The hinged cooking grate makes it very easy to add more charcoal during cooking: Just move the food over to one side, lift the hinge, add more charcoal, close the hinge and replace the food back over the hinge. Do the same to the other side. When adding more charcoal during Weber's Direct Method, use a long fire tending stick to spread the new charcoal under the cooking grate on each side.

My overall impression:

This is a very compact grill that is light in weight. The size is large enough for me to grill larger quantities for later storage and reheating. Yet, it is small enough to where it takes up very little space. The ash pan makes dealing with the used charcoal easy, and convenient. I can add more briquettes during the cooking process with the hinged cooking grate. The grill is very pleasant to look at when it's not in use, and it can be easily cleaned well enough to store indoors. Weber has a known reputation for making products that are durable and long lasting, the 18 1/2" One-Touch gold is not an exception. The grill is well engineered for effectiveness and ease of use given its smaller size. With Weber's parts availability, I will be able to service my grill for many years to come, without having to worry about buying a new grill from somebody else.

Accessories:

Weber makes several accessories available for their grills. Among them are charcoal rails, skewers, racks, work tables, covers and numerous others. Some accessories are specifically designed for their 22 1/2" kettles, and will thus not work on the 18 1/2". I would like to see Weber make more extras for this smaller design, as I feel that it is worthy given that some would prefer a smaller sized grill with all the features of one that's larger.

A bit about Ace Hardware:

When I lived in Minnesota, I moved into a new apartment that did not allow the use of charcoal grills. My original Weber 18 1/2" One-Touch Gold ended up being donated to a friend in my church, after 4 years of continuous service. The old grill got banged around numerous times and suffered at the hands of careless movers on more than one occasion. However, it was kept in service over the years and its scrapes and dings show its character. The old grill soldiers on, having found a new home. It will continue serving its new owners for many years to come.

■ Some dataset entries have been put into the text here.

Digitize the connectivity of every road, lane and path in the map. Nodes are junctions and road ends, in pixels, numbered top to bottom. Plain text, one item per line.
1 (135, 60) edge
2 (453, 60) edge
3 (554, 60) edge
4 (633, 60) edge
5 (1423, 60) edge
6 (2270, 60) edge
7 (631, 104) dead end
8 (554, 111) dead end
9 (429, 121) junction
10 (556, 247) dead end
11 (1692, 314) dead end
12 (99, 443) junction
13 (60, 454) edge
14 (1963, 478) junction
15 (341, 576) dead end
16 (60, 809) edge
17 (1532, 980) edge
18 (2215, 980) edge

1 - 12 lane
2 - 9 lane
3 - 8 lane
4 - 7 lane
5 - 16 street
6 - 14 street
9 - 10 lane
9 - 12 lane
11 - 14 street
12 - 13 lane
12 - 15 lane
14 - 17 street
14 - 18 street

Recently, I once again found a place that allows the use of a charcoal grill. Having remembered the trusty Weber I once owned, I purchased a new one in the blue color. Taking the contents out of the package, I noticed some barely detectable scratches on the lid. I showed this to the manager at Ace Hardware, and he immediately ordered me a new lid to match, with no questions asked. I also get to keep the lid that came with my new grill for a spare! I therefore highly recommend going to Ace Hardware when considering a new grill, especially a Weber. Ace Hardware has never disappointed me with a grill purchase.

Additional Info:

All Weber grills have handles that are made of glass-reinforced nylon. They are cool to the touch while the grill is in use, and do not require gloves. The handles are almost totally immune to the elements: They just will not crack or fade and stand up very well to heat. The wheels on all Weber One-Touch grills are made out of durable plastic, and will not rust due to weather or moisture. The One-Touch mechanism is of stainless steel construction. The ash pan, ash pan holder, and legs are of cast aluminum. Rather than paint their grills, Weber uses a Porcelain enamel coating. Porcelain enamel is a far more durable finish than any paint. To illustrate: I left my Weber Smokey Joe outside in a snow bank for several months, totally uncovered, and it came out unscathed except for one or two minor scratches. It was still full of charcoal from its last use. And that was during a time when they were doing some construction around the buildings where I live!

With the experiences I've had with my Weber grills, I decided to update the ratings. I have yet to encounter a charcoal grill that has the same durability, compactness, ease of cleaning, and ease of use for this price range. Therefore, I have updated the ratings accordingly. I suppose the only way to really damage a Weber kettle enough to make it useless would be to run over it with a truck. What more can I say?